Indeed, research released by SWIFT last month found that 64 percent of corporate treasurers say real-time payment tracking across borders is a top priority today. That need is pushing businesses to integrate technologies into their supply chain management systems to match payments, invoices and POs, for instance, for automated reconciliation. However, Cahn noted that, at least when it comes to Elemica's offerings, there is room for growth in terms of the ability to actually integrate payments processing into overall supply chain management tools.
The potential for heightened transparency of payments across the supply chain can similarly provide an air of predictability to cash flow, just as transparency of the movement of goods can help predict delivery and supplier performance, said Cahn.
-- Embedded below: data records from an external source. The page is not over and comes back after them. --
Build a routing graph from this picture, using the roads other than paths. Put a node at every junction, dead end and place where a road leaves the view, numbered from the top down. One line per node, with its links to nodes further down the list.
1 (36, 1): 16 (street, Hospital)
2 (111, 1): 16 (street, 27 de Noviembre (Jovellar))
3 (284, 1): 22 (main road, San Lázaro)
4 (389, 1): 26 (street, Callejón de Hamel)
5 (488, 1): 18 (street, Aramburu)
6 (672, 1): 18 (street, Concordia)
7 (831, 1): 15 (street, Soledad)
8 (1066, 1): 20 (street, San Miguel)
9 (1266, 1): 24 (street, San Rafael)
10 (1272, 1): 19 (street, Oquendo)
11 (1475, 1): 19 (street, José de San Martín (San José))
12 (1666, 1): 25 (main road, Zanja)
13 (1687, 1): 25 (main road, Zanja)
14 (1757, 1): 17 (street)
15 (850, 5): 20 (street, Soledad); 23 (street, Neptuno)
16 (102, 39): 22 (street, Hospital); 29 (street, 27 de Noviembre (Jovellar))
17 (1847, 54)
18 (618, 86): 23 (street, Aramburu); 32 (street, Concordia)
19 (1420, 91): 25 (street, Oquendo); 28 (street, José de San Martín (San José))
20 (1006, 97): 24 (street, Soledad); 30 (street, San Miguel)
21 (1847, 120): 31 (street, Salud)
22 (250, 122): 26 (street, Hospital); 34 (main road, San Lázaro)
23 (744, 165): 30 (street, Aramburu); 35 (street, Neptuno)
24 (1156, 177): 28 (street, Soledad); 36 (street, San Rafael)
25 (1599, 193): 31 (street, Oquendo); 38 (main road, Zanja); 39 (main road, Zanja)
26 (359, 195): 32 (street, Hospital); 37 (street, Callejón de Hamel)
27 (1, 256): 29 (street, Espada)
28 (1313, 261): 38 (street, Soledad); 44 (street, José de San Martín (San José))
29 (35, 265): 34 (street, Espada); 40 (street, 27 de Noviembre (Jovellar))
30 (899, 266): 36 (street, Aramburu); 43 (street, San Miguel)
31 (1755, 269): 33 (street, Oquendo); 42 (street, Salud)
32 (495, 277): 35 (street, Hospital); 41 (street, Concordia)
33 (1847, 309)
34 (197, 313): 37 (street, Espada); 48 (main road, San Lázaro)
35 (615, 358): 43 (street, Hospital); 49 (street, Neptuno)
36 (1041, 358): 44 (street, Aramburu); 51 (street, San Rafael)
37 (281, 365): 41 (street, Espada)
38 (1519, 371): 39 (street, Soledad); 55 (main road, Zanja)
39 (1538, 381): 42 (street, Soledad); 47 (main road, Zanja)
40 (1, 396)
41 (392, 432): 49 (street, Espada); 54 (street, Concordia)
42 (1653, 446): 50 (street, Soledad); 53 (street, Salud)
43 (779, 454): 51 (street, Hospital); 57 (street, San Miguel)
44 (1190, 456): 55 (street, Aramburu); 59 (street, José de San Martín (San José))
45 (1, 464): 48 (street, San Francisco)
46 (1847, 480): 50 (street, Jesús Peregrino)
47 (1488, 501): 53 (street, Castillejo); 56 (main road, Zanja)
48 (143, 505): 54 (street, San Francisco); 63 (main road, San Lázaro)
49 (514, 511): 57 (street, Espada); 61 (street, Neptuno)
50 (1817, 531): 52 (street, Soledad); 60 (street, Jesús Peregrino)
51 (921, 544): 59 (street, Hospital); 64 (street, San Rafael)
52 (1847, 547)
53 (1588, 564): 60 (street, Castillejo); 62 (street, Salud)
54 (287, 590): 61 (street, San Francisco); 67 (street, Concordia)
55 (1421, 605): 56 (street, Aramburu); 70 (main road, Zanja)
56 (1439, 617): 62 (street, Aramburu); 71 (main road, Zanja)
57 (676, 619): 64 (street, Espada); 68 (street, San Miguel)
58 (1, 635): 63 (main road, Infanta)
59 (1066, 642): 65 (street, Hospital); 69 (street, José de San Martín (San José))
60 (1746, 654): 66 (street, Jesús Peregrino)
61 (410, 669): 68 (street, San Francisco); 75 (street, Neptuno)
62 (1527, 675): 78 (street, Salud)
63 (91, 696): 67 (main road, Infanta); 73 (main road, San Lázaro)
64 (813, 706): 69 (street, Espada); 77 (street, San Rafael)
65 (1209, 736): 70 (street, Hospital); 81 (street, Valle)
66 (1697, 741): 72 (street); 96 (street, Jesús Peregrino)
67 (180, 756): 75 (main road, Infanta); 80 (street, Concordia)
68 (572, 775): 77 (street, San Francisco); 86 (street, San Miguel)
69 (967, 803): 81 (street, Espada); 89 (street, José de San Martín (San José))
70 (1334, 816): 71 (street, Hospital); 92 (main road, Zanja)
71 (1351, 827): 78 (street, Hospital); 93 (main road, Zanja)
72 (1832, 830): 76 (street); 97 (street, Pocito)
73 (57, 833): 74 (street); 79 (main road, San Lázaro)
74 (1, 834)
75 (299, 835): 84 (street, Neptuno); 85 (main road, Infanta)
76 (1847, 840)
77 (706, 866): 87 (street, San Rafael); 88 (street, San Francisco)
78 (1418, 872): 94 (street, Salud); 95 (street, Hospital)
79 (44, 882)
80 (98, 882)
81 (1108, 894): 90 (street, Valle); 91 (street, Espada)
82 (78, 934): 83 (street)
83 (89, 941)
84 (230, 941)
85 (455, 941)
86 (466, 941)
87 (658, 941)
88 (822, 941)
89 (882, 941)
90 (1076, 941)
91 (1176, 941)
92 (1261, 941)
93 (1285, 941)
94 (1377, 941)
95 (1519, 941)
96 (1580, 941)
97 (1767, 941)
"If you were a supplier for me, and you were consistently on time, provided the right quality and were overall a good supplier, I may be able to negotiate earlier payment terms," he explained. Instead of net 45, a business may agree to pay more quickly, meaning the buyer can capture an earlier payment discount while the supplier can accelerate the order-to-cash cycle. This scenario is only possible when technologies that support automated, streamlined data management are in play, however.
"The manual process of receiving an invoice into an accounts payable system and approving it for payment is, many times, longer than the discount period," the executive noted. "So, by automating that function and integrating it into the payables system, you can shorten that cycle – you can pay faster and take advantage of more discounts."
Such automation can similarly reduce invoice processing and reconciliation errors, too, he added.
Technologies like machine learning and other tools with predictive capabilities can certainly heighten transparency across the supply chain. But considering how many parties are involved in global trade, from buyers to suppliers to banks to logistics players, supply chain visibility isn't about digitizing processes, it's about ensuring everyone can get connected.
In that way, Cahn said, he sees potential for other sophisticated technologies, like machine learning and blockchain. Elemica recently launched its Pulse solution, which deploys machine learning to consolidate data across supply chain players into a single place, categorize and sequence it, and provide transparency and predictability to supply chain processes, such as the order-to-pay cycle and order delivery.
According to Cahn, it's a solution that is part of a broader industry effort to deploy cutting-edge technologies to address the multitude of barriers to supply chain visibility.
"It's not that machine learning is new, it's that it's relatively new to the supply chain," he said. "It requires a lot of correlation between trading partners and the data beyond an organization's own four walls. Pulse is a business-to-business integration, rather than an integration within the four walls of a single organization."
While Elemica isn't deploying blockchain in its solutions just yet, Cahn said it's not necessarily off the table.
"I don't think it's overhyped," he stated. "It's the concept of connecting networks together, and that's something we've been doing for years. What's interesting about blockchain is the different types of connections to networks that's happening. You have Internet of Things, sensor devices, different modes of input into a network around supply chain material movement, weather patterns, geolocation information from carriers and currency fluctuations from banks."
In a survey released by Capgemini and GT Nexus, 94 percent of respondents said supply chain visibility tools are a key driver of the overall technological evolution of the supply chain. Whether it's blockchain or another type of technology that collects, streamlines, sequences and analyzes this data to deliver that visibility, solutions have to be agile enough to perform these tasks across business partners. That capability, said Cahn, will yield benefits for all players in the supply chain.